What Is Myocardial Disease?
What Is Myocardial Disease? Myocardial disease is a condition of the muscle tissue of the heart. Also referred to as cardiomyopathy, the myocardial disease makes it more difficult for the heart to pump blood to the rest of the body. It can lead to heart failure.
Primary myocardial diseases have a genetic cause, while secondary myocardial disease tends to be acquired (but may still have a genetic component). The secondary myocardial disease is more common.
Symptoms of the myocardial disease usually do not appear until the condition has advanced. They may include:
- Swelling of the legs, ankles, and feet
- Breathlessness with exertion or at rest
- Bloating of the abdomen due to fluid buildup
- Rapid, pounding or fluttering heartbeats
- Chest discomfort or pressure
- Cough while laying down
- Dizziness, lightheadedness, and fainting
There are three main types of myocardial disease or cardiomyopathy: dilated, hypertrophic and restrictive cardiomyopathy. Treatment for myocardial disease depends on the type.

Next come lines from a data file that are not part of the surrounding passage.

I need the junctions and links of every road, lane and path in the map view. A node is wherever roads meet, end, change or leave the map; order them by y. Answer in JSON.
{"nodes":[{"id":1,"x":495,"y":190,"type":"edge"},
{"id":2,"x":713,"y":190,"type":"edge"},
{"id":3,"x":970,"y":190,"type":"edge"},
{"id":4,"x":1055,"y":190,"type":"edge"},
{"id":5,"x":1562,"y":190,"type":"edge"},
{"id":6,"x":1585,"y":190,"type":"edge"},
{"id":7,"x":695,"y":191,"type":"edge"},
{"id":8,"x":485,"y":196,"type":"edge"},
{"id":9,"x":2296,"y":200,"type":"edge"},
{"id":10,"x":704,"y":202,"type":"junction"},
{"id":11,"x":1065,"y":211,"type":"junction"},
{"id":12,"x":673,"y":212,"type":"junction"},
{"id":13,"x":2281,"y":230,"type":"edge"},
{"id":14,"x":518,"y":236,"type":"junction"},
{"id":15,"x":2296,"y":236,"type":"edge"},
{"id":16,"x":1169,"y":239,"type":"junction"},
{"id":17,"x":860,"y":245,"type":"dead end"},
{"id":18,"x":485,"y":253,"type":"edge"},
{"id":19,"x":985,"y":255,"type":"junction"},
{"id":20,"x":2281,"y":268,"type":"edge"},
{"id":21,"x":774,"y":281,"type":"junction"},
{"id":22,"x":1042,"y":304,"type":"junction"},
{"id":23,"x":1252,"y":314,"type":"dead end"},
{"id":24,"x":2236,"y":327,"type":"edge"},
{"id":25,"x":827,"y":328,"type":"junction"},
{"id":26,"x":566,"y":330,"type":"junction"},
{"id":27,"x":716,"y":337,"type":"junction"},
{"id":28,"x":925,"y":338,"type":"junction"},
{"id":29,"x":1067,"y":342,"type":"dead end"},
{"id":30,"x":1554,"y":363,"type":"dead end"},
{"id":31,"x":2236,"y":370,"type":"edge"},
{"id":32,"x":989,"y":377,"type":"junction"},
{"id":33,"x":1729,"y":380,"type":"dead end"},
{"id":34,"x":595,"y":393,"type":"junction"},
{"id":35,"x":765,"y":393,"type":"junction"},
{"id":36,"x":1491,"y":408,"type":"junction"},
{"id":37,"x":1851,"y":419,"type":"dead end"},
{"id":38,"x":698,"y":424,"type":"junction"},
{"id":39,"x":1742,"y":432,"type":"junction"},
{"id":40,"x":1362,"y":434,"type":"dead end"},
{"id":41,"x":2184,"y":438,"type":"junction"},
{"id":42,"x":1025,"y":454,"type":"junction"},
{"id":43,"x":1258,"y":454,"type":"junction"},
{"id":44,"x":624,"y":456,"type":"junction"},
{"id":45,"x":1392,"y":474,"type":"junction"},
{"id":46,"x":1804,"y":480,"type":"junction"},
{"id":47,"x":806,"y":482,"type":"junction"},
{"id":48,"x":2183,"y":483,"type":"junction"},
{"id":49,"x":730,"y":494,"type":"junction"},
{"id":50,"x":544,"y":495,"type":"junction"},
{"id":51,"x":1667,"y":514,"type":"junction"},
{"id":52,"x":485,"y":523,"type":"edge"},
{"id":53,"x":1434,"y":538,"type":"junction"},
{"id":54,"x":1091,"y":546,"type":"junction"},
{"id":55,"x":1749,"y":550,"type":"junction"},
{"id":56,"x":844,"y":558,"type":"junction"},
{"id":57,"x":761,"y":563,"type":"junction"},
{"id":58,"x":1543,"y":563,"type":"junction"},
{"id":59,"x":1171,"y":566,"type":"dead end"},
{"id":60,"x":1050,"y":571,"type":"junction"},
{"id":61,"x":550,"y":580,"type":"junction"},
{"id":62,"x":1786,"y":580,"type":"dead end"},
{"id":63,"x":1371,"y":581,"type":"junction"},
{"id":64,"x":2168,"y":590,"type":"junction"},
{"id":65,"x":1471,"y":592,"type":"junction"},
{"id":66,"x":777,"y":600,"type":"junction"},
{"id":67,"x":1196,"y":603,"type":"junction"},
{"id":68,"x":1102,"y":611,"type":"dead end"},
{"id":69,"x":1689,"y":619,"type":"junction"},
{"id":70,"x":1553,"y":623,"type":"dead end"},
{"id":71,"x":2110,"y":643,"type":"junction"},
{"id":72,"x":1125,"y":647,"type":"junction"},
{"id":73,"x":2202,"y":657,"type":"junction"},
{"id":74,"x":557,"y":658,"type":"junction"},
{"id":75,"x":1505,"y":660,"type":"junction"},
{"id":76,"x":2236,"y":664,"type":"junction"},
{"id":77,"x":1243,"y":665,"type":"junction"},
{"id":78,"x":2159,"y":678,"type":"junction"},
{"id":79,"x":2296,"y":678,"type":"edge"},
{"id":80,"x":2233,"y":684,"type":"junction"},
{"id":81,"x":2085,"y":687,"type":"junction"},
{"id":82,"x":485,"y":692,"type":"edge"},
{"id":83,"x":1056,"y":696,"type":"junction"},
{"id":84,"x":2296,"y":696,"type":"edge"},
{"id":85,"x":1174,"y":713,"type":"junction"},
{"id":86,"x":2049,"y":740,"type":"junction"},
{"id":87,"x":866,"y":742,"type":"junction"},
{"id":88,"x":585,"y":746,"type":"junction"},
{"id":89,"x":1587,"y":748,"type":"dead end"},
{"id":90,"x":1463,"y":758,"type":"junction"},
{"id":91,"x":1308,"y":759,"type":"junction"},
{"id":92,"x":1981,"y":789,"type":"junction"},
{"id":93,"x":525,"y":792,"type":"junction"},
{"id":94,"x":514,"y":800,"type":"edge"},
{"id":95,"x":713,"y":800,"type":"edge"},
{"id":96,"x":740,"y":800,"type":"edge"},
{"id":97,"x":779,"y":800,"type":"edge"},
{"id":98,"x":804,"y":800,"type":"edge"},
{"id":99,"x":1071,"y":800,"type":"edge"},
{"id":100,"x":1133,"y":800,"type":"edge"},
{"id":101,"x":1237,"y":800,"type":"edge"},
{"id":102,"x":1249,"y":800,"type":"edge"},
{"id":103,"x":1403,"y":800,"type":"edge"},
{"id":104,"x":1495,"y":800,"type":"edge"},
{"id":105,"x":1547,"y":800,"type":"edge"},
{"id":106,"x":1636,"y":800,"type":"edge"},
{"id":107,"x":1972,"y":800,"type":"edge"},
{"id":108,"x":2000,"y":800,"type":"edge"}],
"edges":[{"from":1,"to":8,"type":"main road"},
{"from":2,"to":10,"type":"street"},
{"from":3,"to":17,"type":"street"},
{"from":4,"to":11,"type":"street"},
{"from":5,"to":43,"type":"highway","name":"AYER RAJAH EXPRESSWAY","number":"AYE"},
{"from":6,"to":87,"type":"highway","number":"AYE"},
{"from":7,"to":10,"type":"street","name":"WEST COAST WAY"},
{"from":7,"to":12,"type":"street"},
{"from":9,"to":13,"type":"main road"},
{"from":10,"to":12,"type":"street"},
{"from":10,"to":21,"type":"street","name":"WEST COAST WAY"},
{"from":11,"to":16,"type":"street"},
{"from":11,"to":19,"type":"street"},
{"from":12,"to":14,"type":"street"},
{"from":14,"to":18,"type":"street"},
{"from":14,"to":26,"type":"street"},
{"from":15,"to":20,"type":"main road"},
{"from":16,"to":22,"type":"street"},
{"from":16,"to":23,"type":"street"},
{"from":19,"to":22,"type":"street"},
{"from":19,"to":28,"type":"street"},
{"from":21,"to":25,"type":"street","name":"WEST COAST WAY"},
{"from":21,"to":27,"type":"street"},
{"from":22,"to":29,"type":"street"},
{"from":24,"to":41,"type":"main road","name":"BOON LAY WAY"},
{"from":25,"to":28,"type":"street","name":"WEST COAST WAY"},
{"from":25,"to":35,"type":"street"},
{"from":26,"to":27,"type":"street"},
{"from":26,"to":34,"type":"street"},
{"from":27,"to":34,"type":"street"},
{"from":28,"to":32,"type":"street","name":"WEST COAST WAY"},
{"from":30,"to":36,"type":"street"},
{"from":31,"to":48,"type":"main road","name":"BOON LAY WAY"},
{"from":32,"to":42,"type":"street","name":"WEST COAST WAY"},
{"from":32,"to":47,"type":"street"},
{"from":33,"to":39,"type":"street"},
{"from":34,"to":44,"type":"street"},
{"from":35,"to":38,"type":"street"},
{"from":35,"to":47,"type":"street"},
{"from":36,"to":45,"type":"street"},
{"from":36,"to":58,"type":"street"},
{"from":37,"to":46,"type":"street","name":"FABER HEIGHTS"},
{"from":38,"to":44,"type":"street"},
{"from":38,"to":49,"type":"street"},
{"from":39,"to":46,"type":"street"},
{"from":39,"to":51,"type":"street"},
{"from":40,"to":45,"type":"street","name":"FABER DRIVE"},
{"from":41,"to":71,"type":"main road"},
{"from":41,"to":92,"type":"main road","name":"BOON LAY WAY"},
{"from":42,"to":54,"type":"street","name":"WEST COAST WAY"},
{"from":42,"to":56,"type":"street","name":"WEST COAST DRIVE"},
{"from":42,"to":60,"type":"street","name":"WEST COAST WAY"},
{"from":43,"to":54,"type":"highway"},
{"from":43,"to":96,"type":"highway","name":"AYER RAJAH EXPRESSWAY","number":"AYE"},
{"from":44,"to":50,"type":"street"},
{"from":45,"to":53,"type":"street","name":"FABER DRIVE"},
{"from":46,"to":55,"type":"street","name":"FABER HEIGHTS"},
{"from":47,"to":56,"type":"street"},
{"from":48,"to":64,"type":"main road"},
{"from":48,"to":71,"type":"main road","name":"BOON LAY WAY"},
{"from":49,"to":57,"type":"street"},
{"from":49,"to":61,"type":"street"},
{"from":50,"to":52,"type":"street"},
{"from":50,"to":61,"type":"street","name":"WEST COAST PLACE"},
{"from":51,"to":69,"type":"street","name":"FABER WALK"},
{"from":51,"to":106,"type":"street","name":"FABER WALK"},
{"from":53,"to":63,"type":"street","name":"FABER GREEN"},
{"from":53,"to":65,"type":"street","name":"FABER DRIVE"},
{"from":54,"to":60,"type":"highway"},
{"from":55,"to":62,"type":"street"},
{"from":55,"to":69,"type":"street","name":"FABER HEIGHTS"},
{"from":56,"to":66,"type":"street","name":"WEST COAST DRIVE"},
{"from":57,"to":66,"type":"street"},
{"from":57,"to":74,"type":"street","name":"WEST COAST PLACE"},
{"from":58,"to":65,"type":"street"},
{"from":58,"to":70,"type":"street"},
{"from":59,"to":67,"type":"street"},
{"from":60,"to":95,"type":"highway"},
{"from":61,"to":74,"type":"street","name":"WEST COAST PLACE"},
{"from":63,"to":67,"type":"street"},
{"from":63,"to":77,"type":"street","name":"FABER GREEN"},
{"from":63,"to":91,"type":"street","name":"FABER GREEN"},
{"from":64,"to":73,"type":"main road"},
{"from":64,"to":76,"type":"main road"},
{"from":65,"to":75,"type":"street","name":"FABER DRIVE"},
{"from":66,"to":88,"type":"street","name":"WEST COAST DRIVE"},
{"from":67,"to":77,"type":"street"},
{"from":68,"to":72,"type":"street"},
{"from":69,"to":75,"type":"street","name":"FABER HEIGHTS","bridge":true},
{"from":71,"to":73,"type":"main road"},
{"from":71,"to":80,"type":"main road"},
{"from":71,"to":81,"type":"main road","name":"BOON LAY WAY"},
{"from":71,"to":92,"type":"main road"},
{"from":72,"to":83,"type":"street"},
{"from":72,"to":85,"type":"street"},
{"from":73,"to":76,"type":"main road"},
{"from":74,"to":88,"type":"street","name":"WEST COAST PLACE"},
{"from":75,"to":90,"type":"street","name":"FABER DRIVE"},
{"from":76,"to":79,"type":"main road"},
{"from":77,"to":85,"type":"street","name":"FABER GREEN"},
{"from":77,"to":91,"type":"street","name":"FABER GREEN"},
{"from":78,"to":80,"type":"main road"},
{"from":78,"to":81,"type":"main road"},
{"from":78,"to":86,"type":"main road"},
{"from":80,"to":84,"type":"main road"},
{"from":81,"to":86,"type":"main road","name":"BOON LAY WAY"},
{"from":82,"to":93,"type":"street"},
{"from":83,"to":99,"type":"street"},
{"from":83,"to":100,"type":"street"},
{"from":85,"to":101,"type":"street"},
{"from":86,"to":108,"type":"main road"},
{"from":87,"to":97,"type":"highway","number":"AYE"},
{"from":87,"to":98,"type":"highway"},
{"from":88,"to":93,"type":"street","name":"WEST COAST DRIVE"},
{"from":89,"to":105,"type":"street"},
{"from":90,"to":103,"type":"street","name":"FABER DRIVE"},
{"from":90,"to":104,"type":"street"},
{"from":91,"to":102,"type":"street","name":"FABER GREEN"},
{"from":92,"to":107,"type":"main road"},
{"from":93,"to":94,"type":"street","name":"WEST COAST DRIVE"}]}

- Dilated cardiomyopathy: the left ventricle, which controls the pumping of the heart’s main pumping chamber, becomes enlarged (dilated) and cannot effectively pump blood out of the heart.
- Hypertrophic cardiomyopathy: the heart muscle abnormally thickens, particularly in the left ventricle, making it difficult for the heart to work properly.
- Restrictive cardiomyopathy: the heart muscle loses elasticity and becomes more rigid so that it cannot expand between heartbeats.
In addition, a rare form of myocardial disease, arrhythmogenic right ventricular dysplasia happens when the muscle in the right ventricle of the heart is replaced by scar tissue, leading to problems with heart rhythm. All other types of myocardial disease are referred to as unclassified cardiomyopathy.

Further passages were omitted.